Saint George’s Methodist Church
Englishman John Wesley, an Anglican priest, founded the Methodist movement. In 1769, his followers in Philadelphia purchased this nearly constructed meeting house, which became a first stop for preachers sent from England and a center for the first annual Methodist conferences from 1773 through 1775.
In 1784, the Society of Methodists became the Methodist Episcopal Church, the precursor to today’s United Methodism. In 1789, the first Methodist Book Room opened here, leading to the Methodist Publishing House and the contemporary Cokesbury Book Stores.
This brick church (14 feet from the Benjamin Franklin Bridge) and its Historical Center present a picture of Colonial life and the beginnings of American Methodism. The unadorned sanctuary, with its simple pews, original floorboards and candlesticks illuminating the balconies, looks as it did when completed in 1792.

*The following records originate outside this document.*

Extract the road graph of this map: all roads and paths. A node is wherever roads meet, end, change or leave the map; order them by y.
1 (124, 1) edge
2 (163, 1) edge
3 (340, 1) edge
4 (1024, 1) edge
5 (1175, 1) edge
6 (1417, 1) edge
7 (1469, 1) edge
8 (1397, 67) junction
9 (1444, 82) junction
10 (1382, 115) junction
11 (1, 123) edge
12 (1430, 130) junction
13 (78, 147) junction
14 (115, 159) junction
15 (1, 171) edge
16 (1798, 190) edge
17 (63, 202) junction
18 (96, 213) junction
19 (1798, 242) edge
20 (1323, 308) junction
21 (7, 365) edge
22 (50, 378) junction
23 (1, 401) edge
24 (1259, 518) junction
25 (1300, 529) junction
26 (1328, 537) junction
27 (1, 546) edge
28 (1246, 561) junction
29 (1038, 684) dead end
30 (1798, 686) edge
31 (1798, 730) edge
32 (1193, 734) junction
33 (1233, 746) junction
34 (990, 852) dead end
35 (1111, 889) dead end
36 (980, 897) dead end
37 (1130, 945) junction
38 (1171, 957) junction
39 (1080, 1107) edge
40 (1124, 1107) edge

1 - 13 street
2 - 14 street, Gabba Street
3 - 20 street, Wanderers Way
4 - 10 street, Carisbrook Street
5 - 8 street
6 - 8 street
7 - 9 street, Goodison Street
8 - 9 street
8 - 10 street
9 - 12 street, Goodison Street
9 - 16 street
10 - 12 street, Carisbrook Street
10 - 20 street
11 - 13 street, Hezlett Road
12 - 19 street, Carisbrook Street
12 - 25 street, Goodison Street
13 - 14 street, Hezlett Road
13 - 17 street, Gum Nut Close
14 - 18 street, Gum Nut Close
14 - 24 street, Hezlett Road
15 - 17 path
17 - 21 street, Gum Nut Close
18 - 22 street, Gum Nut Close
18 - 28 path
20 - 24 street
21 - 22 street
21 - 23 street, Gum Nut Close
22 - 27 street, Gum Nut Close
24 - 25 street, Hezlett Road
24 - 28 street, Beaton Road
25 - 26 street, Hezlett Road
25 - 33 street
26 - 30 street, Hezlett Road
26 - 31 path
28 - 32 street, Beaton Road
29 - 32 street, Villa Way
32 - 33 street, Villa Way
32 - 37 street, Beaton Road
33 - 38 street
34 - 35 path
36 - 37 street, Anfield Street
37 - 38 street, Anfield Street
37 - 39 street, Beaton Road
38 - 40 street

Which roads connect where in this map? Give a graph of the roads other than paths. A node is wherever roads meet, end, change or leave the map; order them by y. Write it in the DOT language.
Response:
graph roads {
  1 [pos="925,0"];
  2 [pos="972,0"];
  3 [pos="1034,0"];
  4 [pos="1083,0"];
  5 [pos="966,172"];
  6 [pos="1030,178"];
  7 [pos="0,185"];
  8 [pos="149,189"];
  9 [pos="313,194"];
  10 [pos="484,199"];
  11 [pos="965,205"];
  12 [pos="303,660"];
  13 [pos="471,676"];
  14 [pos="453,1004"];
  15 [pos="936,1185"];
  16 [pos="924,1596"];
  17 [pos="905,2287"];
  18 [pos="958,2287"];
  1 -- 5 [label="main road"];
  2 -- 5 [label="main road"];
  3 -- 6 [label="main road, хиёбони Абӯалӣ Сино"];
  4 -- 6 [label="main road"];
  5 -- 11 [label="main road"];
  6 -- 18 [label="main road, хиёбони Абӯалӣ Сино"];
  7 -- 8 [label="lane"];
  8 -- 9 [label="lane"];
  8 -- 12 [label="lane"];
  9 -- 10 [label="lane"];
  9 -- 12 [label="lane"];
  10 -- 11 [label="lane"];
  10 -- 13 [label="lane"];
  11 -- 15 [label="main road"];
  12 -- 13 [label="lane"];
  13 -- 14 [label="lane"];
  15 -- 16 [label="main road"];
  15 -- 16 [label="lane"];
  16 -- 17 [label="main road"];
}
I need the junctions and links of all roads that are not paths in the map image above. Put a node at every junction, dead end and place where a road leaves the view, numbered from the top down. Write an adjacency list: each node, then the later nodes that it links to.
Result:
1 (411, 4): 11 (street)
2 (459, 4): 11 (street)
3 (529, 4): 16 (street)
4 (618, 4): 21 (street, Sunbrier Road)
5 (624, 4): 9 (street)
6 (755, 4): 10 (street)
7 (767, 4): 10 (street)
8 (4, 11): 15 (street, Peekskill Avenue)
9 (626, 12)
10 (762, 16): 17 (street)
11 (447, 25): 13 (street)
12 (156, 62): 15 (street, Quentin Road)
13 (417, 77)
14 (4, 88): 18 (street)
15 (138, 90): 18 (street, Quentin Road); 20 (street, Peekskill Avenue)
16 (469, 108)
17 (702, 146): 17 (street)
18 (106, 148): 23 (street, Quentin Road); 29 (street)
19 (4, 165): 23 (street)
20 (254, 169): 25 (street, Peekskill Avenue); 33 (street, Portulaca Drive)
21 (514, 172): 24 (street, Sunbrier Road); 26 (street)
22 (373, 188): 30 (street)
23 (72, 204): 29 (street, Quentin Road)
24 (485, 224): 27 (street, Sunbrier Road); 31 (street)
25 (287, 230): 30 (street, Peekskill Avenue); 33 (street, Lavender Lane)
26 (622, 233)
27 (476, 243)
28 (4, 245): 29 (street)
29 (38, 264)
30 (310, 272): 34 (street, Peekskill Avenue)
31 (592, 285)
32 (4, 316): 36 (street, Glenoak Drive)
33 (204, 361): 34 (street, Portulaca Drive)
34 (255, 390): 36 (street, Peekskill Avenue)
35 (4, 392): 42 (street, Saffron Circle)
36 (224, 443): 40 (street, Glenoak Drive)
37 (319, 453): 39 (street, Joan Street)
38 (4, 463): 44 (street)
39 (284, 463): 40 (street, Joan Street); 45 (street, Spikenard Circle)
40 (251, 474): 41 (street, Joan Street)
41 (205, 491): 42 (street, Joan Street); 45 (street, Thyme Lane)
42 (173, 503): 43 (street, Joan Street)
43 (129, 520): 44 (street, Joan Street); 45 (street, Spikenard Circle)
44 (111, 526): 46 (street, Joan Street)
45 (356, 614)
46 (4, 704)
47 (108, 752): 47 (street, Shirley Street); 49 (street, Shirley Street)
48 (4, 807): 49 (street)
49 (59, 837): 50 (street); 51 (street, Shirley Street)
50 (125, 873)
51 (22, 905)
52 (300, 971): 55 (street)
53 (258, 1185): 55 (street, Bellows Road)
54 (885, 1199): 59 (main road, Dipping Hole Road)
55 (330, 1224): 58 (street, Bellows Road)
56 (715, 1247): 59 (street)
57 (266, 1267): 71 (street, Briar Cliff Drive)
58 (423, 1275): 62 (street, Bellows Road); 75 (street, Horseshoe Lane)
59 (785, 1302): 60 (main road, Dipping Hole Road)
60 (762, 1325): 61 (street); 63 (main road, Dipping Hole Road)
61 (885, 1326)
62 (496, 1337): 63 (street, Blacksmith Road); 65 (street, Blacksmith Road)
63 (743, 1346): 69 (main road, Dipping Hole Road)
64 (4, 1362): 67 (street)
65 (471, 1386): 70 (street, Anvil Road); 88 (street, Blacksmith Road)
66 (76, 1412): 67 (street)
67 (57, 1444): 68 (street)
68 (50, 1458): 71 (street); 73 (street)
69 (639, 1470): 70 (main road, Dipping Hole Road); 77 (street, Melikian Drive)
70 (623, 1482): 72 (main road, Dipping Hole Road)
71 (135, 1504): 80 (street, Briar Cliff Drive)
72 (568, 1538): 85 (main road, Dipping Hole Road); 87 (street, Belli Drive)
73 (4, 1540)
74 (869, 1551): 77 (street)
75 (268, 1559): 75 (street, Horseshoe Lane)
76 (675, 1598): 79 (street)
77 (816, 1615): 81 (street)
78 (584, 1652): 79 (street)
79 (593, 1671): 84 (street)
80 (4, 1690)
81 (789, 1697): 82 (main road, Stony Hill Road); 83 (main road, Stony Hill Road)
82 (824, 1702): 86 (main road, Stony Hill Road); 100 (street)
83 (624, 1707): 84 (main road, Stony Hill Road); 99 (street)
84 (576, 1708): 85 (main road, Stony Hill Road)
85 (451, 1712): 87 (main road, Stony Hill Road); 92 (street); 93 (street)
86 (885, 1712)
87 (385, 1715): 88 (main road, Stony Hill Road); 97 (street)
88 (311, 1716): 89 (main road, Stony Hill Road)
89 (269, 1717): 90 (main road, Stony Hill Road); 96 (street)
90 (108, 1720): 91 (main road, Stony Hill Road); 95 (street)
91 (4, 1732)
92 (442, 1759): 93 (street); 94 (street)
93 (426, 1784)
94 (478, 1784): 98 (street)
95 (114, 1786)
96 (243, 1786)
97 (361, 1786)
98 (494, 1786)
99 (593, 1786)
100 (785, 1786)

The two-room museum has artifacts from 18th- and 19th-century life, as well as personal effects of Methodist leaders, including the bible brought from England by Francis Asbury, the “Father of American Methodists,” and the journal of Joseph Pilmoor, the first pastor of St. George’s.
Tours daily and weekends by appointment. (It’s best to call ahead.)
St. George’s, named for the patron saint of England, was purchased by Methodists at auction after a German Reformed congregation ran out of funds to complete the building.
Find the portrait of Anna Jarvis, who founded Mother’s Day, and attended St. George’s in the early 1900s.